The answer should consist of each line below that contains the word "Allée".

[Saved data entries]
********

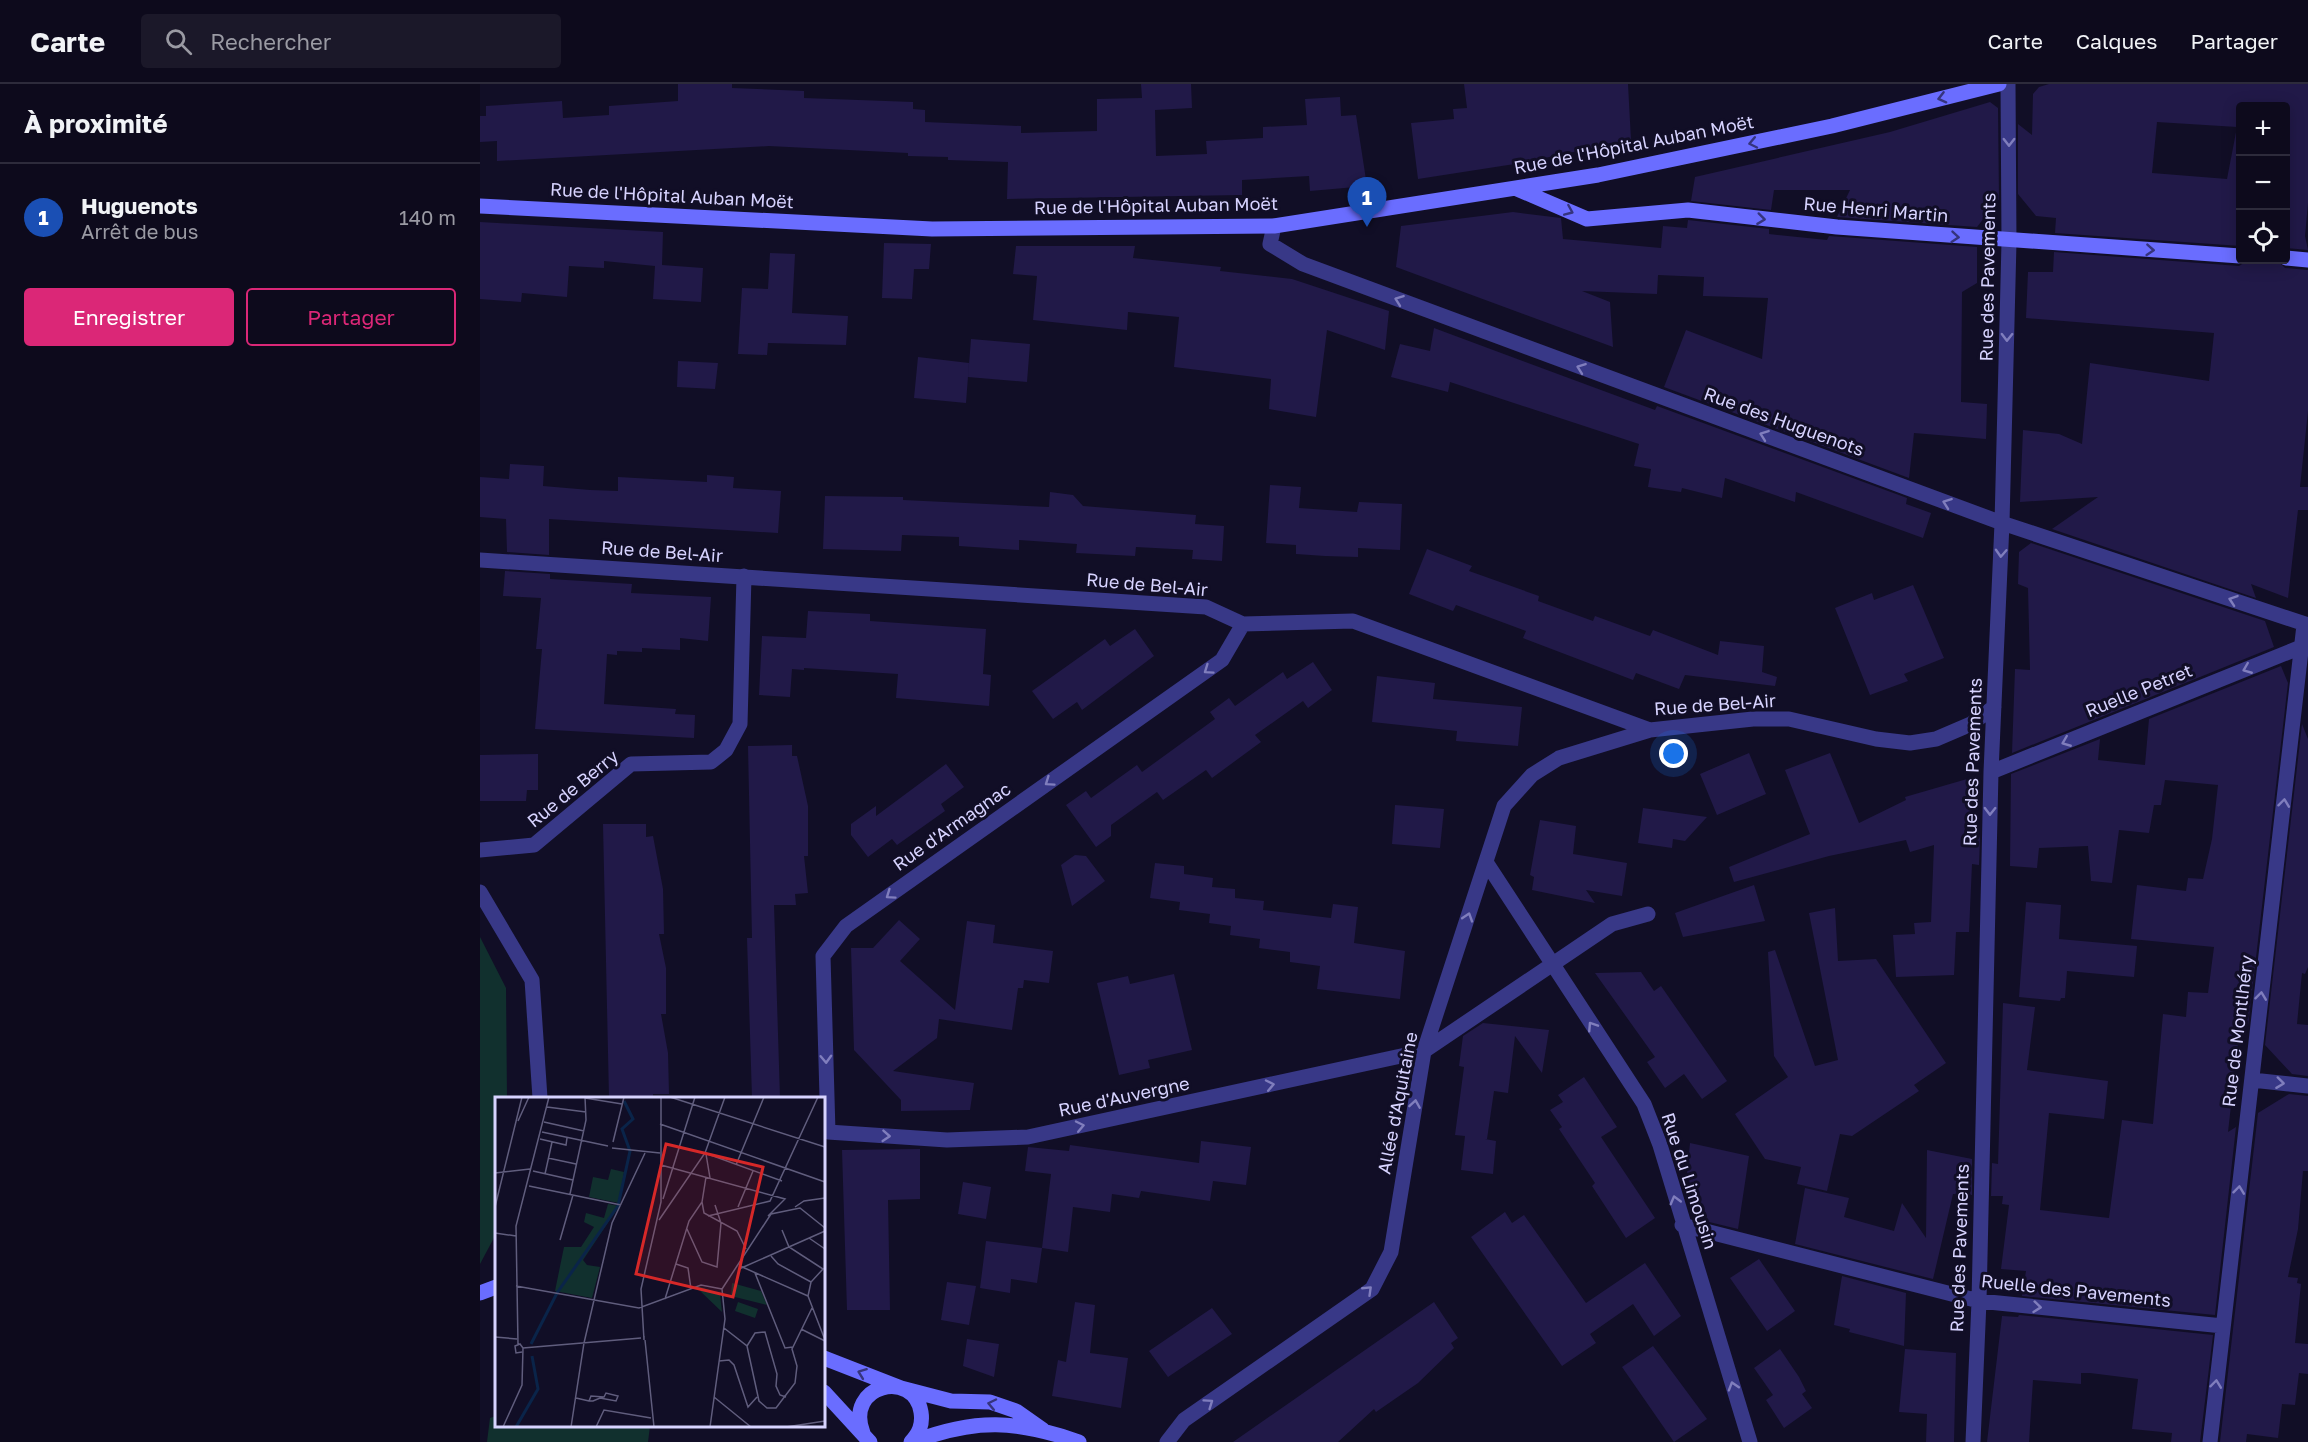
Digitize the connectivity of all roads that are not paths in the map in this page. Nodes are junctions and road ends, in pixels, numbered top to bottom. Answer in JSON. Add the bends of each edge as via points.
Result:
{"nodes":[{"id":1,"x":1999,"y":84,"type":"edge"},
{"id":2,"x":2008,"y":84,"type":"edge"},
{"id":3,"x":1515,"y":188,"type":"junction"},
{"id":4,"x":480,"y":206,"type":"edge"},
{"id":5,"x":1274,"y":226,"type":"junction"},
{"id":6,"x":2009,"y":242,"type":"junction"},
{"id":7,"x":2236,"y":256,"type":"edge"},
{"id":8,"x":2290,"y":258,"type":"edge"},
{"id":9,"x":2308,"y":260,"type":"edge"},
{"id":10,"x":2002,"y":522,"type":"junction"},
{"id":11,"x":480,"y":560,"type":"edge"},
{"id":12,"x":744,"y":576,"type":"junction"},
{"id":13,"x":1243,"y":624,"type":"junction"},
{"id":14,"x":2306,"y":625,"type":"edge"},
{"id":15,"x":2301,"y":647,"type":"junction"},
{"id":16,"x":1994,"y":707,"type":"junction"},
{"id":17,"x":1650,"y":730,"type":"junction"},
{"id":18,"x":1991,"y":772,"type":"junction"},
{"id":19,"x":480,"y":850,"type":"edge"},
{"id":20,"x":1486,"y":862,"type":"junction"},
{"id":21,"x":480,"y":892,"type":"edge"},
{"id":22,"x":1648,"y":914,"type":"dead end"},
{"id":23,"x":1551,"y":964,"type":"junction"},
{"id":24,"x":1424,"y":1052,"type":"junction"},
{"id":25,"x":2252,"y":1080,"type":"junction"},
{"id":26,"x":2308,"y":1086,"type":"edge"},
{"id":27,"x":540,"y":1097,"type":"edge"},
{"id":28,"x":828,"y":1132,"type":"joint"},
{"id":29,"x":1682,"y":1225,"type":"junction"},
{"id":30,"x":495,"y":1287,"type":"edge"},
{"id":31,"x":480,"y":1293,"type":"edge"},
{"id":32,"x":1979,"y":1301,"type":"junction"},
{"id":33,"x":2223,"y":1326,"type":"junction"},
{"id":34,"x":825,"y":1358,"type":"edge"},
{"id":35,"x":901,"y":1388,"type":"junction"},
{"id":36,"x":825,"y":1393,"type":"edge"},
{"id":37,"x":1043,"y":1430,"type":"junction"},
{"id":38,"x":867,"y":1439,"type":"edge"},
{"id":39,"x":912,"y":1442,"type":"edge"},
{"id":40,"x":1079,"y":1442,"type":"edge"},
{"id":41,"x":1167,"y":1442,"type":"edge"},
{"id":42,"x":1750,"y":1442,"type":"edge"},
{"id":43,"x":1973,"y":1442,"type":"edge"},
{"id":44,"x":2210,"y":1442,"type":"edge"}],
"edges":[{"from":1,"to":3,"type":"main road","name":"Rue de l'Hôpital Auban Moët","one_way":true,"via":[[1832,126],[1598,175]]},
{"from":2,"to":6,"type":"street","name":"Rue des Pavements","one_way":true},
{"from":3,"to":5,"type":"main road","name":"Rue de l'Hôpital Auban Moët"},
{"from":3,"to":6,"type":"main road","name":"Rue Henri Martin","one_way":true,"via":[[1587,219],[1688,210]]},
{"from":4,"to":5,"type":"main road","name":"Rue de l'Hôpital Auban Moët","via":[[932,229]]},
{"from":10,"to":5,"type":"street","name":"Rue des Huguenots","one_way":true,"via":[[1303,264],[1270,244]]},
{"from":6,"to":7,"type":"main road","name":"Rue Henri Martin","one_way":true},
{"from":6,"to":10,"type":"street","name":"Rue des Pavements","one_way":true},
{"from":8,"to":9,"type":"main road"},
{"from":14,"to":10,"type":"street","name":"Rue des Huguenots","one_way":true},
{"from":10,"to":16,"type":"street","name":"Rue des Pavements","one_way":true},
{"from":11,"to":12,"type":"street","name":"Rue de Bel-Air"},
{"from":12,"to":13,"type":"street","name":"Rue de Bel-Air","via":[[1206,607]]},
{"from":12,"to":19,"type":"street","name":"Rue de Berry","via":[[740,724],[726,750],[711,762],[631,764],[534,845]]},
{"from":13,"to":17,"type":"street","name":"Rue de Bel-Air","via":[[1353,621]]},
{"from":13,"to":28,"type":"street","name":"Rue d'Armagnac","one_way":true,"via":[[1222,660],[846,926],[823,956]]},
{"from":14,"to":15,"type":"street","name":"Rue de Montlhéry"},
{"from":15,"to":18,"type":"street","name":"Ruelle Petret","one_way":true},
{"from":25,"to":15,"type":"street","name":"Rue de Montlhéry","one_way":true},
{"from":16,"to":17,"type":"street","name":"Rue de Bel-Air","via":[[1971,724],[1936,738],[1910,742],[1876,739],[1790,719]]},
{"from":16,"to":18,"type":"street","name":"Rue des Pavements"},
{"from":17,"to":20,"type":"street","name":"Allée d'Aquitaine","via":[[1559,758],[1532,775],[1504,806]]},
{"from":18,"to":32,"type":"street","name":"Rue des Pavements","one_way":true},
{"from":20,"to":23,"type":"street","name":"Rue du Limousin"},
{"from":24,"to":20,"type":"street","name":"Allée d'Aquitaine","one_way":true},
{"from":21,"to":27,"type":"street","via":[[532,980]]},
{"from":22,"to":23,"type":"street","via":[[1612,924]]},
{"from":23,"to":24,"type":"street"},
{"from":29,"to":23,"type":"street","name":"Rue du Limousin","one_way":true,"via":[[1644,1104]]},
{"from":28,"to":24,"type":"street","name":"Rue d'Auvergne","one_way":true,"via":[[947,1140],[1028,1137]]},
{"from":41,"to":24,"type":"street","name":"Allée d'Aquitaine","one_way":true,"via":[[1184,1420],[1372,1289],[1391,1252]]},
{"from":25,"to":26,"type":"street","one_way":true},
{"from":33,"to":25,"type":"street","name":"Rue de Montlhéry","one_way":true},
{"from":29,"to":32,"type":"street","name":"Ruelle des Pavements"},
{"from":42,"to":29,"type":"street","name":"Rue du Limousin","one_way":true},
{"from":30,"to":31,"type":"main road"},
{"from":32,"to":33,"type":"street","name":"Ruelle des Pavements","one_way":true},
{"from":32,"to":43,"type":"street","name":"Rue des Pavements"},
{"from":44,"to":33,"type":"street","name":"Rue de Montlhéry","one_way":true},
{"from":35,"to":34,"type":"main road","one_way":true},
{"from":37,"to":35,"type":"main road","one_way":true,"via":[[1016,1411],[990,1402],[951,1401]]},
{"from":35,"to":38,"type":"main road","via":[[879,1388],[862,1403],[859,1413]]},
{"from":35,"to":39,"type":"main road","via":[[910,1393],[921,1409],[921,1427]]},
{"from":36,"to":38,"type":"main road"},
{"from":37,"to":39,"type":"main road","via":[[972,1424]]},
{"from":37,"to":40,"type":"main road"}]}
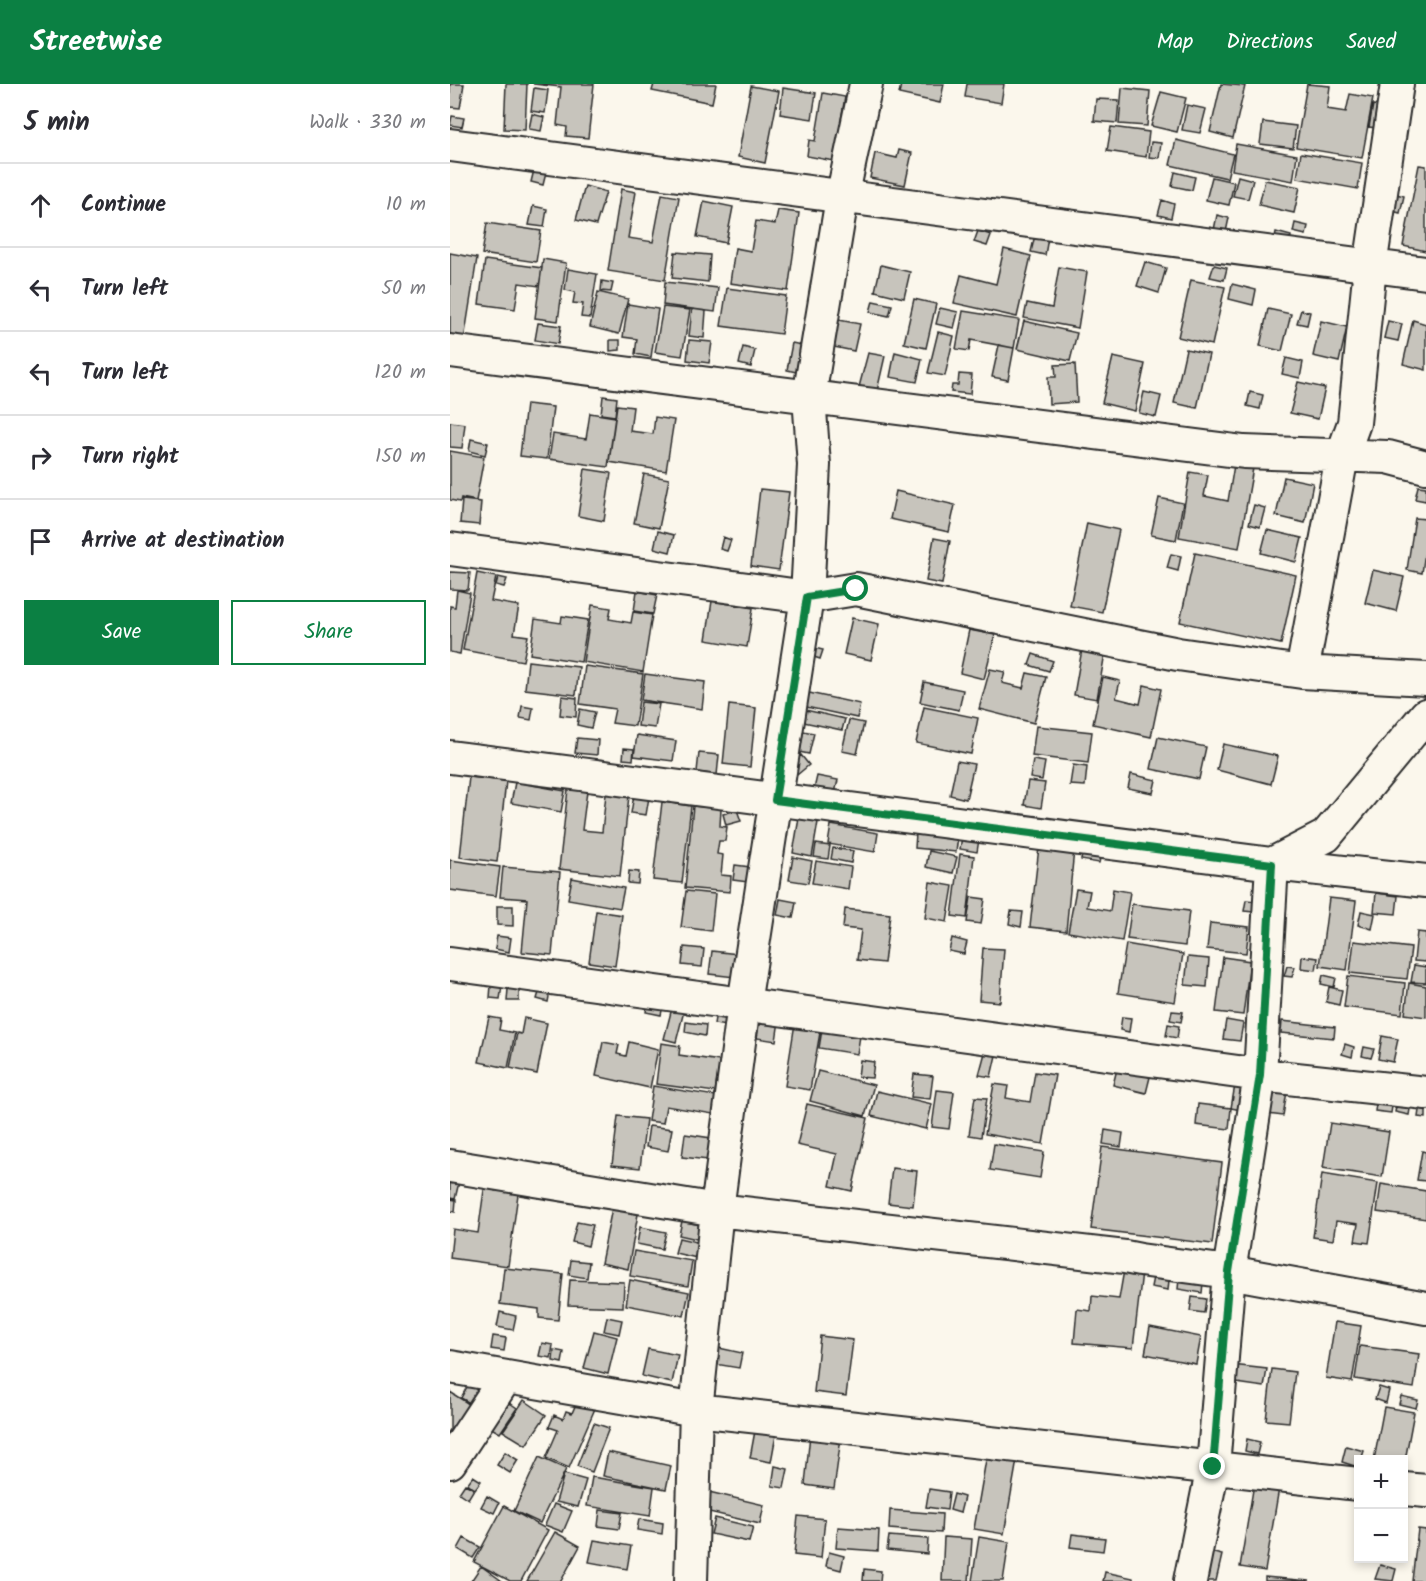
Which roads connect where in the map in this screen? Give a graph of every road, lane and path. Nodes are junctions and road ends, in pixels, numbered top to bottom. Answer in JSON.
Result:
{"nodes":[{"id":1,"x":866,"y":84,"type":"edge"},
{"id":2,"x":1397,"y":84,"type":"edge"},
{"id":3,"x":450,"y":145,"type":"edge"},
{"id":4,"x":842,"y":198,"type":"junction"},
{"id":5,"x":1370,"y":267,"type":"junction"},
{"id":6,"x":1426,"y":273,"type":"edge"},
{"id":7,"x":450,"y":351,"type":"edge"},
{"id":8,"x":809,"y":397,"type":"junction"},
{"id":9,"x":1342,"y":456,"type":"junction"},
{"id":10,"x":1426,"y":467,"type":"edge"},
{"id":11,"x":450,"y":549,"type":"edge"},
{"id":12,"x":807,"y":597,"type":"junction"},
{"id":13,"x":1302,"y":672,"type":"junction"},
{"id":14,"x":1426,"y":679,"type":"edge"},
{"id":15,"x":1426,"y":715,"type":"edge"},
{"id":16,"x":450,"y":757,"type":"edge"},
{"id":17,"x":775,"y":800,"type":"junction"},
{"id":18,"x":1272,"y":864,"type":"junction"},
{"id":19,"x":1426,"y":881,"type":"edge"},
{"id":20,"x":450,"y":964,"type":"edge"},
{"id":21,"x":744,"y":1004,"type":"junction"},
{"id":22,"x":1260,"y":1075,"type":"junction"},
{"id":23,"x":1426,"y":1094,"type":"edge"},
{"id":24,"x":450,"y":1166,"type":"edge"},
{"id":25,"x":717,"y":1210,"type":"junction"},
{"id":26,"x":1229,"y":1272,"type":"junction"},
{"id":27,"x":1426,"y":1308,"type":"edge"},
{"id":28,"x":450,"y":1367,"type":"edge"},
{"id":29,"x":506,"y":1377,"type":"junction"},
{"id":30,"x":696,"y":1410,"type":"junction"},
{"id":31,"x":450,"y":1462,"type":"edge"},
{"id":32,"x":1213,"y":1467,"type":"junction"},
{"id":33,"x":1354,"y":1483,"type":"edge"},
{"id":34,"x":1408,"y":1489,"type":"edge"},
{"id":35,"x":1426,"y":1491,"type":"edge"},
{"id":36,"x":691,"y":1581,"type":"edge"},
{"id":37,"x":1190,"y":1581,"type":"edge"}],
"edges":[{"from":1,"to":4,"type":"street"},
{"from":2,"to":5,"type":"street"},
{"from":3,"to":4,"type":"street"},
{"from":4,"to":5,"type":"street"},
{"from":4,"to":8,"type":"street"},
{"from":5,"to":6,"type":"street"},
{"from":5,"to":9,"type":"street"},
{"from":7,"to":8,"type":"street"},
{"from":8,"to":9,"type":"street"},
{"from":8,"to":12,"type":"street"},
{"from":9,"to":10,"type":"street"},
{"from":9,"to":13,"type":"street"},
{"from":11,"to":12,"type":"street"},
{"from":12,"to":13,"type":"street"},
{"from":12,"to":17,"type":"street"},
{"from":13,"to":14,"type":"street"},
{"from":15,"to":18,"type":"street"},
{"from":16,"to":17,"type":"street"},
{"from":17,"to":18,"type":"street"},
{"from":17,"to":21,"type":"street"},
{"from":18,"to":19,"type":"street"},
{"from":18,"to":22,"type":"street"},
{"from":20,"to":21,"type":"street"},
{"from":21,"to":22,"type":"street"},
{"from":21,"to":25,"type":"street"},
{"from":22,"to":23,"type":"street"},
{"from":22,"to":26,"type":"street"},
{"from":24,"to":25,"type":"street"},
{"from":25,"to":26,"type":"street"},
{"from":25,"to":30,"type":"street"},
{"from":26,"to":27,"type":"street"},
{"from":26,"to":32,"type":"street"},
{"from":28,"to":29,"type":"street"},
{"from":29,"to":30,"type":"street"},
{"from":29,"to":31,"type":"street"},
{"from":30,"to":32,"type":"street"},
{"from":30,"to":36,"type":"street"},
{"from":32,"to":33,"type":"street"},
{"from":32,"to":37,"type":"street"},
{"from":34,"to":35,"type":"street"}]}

********

> SOLUTION:
{"from":17,"to":20,"type":"street","name":"Allée d'Aquitaine","via":[[1559,758],[1532,775],[1504,806]]},
{"from":24,"to":20,"type":"street","name":"Allée d'Aquitaine","one_way":true},
{"from":41,"to":24,"type":"street","name":"Allée d'Aquitaine","one_way":true,"via":[[1184,1420],[1372,1289],[1391,1252]]},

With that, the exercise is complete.